Brucella spondylitis (BS) is a specific spinal infection. Surgical treatment is required for Brucella spondylitis that has caused neurological symptoms in the lower extremities and developed an intraspinal abscess. The main purpose of surgery is to remove the lesion and restore the stability of the spine. However, both the anterior approach and the posterior approach cannot completely remove the lesions, resulting in a low cure rate and a certain recurrence rate. Although anterior or posterior debridement is more thorough, it is unbearable for some patients with poor general condition. In this study, for the first time, a negative pressure wound therapy (NPWT) device was introduced into the intervertebral space through the extreme lateral approach to treat a patient with Brucella spondylitis. We summarize the treatment process, and discuss the feasibility and effectiveness of this surgical approach through 1-year follow-up.


Keywords:

brucella spondylitis; extreme lateral interbody fusion (XLIF); negative pressure wound therapy (NPWT); spinal infection; vacuum sealing drainage (VSD).
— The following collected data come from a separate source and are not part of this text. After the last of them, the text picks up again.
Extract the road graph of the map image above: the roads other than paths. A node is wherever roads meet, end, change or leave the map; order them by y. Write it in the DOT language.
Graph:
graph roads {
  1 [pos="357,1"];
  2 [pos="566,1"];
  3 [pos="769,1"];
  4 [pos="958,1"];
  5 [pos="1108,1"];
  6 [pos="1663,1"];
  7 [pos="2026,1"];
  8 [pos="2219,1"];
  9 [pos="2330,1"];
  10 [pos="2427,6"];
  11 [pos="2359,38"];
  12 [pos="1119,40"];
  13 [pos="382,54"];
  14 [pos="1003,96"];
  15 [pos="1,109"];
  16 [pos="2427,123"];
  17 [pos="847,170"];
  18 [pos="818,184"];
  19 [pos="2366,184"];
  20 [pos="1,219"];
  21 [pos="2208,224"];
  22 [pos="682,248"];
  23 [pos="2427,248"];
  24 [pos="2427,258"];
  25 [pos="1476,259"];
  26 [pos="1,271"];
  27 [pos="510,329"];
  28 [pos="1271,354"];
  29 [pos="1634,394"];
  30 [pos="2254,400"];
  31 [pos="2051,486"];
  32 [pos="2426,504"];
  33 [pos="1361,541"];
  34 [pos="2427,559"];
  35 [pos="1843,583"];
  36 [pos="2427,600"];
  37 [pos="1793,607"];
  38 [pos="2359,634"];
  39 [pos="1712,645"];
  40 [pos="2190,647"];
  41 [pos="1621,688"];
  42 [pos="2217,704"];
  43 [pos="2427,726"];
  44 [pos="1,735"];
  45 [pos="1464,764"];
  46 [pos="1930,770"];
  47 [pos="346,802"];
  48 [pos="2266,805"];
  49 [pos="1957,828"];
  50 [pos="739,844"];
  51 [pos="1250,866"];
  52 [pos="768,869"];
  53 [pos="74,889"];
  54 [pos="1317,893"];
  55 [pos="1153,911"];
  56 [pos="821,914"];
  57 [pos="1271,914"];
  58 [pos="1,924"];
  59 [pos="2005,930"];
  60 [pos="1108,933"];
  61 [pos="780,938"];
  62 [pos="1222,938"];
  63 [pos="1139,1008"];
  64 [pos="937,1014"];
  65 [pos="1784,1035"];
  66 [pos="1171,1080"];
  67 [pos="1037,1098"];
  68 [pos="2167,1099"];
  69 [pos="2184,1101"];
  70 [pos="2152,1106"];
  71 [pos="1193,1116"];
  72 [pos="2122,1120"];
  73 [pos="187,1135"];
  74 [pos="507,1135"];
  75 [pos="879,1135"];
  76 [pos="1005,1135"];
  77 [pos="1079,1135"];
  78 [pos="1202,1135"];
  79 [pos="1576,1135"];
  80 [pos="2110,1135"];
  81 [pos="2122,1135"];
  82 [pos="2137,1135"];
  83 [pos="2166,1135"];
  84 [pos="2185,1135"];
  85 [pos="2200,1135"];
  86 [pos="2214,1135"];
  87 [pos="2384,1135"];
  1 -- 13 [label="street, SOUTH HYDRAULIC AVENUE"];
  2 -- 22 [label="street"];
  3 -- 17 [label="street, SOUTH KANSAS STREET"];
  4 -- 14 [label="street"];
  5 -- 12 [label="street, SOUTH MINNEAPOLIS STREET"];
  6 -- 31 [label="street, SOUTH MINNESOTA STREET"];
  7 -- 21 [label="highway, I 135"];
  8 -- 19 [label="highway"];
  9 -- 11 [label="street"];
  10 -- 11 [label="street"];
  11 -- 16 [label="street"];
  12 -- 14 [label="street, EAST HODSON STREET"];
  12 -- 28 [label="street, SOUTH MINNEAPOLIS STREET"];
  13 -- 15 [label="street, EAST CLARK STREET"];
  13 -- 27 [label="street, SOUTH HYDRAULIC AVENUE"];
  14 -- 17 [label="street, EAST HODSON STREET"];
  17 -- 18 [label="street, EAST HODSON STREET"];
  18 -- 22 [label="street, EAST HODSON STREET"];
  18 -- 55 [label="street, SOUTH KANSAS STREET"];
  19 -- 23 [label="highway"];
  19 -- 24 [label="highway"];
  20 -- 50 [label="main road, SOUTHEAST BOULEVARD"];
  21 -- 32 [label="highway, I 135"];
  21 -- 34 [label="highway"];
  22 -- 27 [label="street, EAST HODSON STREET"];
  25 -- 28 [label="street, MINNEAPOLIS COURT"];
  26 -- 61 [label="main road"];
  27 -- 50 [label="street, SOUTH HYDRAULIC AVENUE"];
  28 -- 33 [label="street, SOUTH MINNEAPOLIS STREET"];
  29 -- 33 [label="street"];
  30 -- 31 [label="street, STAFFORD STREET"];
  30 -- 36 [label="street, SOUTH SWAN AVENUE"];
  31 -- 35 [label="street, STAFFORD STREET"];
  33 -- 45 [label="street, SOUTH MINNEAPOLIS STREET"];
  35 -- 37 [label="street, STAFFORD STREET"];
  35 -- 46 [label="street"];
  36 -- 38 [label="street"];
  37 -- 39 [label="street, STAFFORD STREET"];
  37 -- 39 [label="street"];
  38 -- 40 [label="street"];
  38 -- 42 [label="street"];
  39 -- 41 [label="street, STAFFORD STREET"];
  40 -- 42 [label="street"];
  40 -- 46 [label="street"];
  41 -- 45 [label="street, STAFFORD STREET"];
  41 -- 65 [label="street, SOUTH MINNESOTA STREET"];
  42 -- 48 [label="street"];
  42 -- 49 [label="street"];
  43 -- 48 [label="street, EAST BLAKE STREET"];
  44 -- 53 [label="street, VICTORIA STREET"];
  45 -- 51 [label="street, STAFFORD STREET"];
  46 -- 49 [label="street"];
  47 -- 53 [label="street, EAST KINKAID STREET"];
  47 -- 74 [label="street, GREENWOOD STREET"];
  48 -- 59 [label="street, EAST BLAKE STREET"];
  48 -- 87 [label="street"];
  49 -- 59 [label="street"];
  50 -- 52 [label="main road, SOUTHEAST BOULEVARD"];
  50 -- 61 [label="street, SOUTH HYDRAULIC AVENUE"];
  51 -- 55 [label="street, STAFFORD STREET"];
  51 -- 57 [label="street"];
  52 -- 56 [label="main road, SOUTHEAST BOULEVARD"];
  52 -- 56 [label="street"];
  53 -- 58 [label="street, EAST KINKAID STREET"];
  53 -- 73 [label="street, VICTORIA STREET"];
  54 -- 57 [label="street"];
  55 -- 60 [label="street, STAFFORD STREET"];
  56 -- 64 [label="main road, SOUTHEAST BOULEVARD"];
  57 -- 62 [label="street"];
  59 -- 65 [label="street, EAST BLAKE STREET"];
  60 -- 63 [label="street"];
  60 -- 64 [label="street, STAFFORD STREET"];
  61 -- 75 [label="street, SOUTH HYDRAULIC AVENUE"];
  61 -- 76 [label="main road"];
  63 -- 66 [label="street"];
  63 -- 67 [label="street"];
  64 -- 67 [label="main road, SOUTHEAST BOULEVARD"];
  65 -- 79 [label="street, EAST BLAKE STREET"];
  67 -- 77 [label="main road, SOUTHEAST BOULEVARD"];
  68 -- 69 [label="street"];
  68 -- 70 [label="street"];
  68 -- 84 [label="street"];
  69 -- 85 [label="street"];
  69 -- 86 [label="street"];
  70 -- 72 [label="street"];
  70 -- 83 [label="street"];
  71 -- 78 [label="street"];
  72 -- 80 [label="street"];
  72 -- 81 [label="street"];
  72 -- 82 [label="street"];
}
Conflict of interest statement

The authors declare that the research was conducted in the absence of any commercial or financial relationships that could be construed as a potential conflict of interest.

Figures


Figure 1



Figure 1

A 40-year-old man with Brucella lumbar infection and bilateral isthmus of the L5 vertebral body. (A) Plain x-ray shows degeneration of the lumbar spine, with a slight narrowing of the L4/5 intervertebral space and bilateral isthmus rupture at L5. (B) CT showed “worm-eaten-like” bone destruction in the L4 and L5 vertebral bodies, and L5 lumbar spondylolysis. (C) MRI showed abnormal signal in the L4/5 vertebral body and space, and the formation of abscess in the spinal canal.


Figure 2



Figure 2

Lumbar lesion debridement + VSD drainage through the extreme lateral approach. (A) Locate and mark the body surface (there is a problem with the marking time, and the re-examination is less than 1 year). (B) Schematic of VSD placement. (C) After separation of the psoas major muscle, the C-arm fluoroscopy was performed again to determine the gap, and the channel and distraction device were installed. (D) The VSD sponge was trimmed and placed in the intervertebral space, and another VSD sponge was covered on the body surface.


Figure 3



Figure 3

The third stage of iliac bone grafting and internal fixation. (A–C) During the operation, the iliac bone block was taken from the original incision, placed in the intervertebral space, and then fixed with a self-designed lateral lumbar spine plate. (D) X-ray and (E) MRI were reviewed 1 week after operation, showing that the internal fixation was well in place and the abscess in the spinal canal disappeared.


Figure 4



Figure 4

12 months postoperatively. X-rays (A,B), CT (C), and MRI (D) showed that the internal fixation position was good, the bone graft was fused, and the abnormal signals in the lumbar vertebral body, spinal canal, and psoas major muscle had disappeared.